Your assignment - Look through the lines below and extract any with the word "正康一街".

Records to use -
· · · · ·
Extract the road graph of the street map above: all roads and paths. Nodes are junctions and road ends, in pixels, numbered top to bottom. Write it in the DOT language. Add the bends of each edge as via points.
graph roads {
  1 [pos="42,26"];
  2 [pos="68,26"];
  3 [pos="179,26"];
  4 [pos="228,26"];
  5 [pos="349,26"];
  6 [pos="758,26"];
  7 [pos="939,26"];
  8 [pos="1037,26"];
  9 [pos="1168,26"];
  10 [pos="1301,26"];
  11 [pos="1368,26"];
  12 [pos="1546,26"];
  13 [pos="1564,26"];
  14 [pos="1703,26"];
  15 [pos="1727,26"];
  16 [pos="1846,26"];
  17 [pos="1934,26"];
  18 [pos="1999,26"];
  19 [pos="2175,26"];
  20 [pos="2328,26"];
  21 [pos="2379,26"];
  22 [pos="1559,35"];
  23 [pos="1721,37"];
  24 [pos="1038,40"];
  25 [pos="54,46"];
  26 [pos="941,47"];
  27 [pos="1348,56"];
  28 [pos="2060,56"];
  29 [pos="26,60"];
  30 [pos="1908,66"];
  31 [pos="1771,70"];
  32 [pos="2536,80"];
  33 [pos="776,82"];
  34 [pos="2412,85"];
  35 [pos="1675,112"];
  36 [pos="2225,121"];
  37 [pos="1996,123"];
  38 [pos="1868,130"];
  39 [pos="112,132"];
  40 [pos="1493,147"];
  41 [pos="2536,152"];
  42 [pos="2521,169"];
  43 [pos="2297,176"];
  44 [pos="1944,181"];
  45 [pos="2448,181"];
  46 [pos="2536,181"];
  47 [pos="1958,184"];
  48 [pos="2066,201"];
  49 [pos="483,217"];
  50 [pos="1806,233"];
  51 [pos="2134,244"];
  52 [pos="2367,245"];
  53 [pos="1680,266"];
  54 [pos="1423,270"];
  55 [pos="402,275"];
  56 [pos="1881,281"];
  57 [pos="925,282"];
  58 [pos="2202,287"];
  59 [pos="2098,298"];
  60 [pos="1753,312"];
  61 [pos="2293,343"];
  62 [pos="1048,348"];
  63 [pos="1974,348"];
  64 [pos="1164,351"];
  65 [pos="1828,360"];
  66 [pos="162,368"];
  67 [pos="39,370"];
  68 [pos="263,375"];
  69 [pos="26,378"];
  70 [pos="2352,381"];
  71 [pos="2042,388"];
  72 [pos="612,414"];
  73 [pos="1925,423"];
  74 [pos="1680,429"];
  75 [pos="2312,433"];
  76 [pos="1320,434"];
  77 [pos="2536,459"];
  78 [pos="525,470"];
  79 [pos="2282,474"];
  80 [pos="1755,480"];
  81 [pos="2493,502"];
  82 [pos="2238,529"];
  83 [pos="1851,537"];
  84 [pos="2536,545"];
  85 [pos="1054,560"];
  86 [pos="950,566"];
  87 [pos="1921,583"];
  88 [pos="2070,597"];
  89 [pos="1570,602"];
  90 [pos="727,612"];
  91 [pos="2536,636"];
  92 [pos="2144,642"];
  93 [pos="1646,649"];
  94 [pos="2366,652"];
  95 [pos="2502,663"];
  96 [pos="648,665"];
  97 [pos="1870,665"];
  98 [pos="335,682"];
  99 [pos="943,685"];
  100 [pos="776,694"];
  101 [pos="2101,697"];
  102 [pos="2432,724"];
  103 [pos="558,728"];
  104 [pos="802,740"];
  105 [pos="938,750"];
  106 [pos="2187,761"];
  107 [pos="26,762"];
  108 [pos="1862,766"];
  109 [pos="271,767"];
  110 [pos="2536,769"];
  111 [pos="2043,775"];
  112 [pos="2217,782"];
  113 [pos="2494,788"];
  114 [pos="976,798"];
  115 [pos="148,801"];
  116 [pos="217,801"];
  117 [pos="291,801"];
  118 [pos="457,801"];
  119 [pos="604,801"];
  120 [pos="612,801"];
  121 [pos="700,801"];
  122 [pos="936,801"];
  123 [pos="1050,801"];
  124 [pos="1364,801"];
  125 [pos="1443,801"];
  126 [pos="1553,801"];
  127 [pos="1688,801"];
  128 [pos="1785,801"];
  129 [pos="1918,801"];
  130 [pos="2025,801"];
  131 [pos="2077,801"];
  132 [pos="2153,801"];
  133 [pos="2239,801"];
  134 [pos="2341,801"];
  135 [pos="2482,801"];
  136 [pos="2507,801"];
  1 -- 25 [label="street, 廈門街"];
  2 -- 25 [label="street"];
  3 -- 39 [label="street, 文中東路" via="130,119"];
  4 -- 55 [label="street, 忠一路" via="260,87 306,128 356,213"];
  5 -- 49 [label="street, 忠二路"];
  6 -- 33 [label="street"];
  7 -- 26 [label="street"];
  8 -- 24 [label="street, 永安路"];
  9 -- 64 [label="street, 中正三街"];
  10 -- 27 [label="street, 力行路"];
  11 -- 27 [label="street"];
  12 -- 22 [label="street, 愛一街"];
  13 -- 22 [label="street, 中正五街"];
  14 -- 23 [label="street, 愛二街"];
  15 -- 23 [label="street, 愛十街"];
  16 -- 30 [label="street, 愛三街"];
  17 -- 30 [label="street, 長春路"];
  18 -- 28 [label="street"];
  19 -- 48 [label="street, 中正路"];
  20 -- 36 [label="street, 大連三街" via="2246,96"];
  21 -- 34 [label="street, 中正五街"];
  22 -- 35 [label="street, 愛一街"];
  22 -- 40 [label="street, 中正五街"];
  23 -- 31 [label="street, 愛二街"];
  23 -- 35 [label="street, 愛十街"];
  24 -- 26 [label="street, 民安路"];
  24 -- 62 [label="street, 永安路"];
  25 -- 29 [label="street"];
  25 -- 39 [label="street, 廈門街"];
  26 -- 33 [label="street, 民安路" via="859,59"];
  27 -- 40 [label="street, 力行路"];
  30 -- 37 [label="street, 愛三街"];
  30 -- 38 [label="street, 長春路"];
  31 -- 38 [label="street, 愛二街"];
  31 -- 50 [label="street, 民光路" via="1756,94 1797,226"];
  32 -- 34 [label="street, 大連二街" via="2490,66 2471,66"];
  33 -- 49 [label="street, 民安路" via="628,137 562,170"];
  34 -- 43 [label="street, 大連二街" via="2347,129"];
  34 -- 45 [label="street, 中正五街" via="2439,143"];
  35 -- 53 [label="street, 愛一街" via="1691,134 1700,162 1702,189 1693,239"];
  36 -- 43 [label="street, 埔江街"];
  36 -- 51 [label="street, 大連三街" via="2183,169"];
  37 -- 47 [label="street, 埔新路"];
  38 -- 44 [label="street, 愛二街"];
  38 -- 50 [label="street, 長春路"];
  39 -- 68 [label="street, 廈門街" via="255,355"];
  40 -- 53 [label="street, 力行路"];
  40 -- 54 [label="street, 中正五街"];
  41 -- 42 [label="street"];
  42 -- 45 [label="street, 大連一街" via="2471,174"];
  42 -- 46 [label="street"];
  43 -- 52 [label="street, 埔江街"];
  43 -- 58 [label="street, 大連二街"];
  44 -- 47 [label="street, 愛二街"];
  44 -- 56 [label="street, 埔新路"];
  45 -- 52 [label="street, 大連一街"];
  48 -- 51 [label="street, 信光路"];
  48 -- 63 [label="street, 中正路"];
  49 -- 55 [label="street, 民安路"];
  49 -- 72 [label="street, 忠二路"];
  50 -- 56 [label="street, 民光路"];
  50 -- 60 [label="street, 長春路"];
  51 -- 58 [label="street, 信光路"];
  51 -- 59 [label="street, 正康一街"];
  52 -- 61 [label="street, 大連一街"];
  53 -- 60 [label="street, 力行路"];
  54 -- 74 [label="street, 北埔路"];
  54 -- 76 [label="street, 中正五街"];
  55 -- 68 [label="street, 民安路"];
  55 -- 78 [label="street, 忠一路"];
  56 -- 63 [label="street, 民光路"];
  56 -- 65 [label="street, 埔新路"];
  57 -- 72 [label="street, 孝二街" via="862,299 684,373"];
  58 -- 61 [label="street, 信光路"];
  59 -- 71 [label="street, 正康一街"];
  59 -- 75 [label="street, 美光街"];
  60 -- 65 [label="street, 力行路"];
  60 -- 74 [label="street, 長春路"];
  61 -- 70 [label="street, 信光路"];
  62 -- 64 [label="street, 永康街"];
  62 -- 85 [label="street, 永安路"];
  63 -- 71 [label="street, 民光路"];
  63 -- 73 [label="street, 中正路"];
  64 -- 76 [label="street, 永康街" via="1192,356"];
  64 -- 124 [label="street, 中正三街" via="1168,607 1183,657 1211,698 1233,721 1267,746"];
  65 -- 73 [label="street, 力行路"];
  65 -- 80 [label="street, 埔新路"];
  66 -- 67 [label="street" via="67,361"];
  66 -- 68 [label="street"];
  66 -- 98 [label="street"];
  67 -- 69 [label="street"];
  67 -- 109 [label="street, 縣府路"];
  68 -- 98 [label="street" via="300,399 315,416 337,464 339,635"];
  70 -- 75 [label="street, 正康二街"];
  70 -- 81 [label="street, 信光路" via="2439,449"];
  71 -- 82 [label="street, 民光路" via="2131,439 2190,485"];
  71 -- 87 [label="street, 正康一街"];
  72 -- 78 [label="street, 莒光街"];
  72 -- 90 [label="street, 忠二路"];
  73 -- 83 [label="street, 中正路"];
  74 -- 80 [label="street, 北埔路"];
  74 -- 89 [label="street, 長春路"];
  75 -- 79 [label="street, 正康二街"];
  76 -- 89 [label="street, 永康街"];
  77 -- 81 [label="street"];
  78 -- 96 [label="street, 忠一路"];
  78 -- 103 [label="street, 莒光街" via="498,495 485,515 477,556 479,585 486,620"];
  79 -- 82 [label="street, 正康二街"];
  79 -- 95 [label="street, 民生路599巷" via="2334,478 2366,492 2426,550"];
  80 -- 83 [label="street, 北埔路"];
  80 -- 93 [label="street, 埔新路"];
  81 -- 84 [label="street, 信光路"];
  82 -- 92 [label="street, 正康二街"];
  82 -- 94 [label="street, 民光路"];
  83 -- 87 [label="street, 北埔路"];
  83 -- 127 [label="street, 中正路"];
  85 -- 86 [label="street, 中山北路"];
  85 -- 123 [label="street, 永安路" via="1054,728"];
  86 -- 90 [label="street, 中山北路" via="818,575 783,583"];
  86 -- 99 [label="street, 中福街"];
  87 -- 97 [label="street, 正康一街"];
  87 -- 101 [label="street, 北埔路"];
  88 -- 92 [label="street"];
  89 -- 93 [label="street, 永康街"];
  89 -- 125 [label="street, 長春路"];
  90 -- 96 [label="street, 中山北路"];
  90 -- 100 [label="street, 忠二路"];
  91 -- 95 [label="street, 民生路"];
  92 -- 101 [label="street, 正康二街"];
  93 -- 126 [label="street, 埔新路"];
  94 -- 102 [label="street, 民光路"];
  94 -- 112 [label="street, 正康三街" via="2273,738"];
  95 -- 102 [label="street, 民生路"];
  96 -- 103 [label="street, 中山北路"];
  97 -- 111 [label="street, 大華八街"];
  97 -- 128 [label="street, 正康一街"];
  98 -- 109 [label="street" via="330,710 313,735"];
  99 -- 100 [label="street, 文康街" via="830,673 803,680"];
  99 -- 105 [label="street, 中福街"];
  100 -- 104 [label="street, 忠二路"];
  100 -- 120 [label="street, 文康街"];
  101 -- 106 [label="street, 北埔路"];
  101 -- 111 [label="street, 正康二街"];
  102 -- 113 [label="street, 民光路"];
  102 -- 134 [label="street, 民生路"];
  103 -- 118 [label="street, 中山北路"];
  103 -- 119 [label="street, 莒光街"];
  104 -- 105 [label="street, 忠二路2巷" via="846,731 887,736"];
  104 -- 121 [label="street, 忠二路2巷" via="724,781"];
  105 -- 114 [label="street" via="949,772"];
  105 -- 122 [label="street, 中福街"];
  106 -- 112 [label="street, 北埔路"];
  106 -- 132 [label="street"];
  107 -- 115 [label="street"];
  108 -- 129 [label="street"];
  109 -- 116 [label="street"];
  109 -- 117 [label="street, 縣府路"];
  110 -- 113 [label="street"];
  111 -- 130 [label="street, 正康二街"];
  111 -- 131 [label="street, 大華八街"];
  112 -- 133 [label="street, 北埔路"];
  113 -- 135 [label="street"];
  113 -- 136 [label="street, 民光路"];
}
· · · · ·
Exercise answer -
  51 -- 59 [label="street, 正康一街"];
  59 -- 71 [label="street, 正康一街"];
  71 -- 87 [label="street, 正康一街"];
  87 -- 97 [label="street, 正康一街"];
  97 -- 128 [label="street, 正康一街"];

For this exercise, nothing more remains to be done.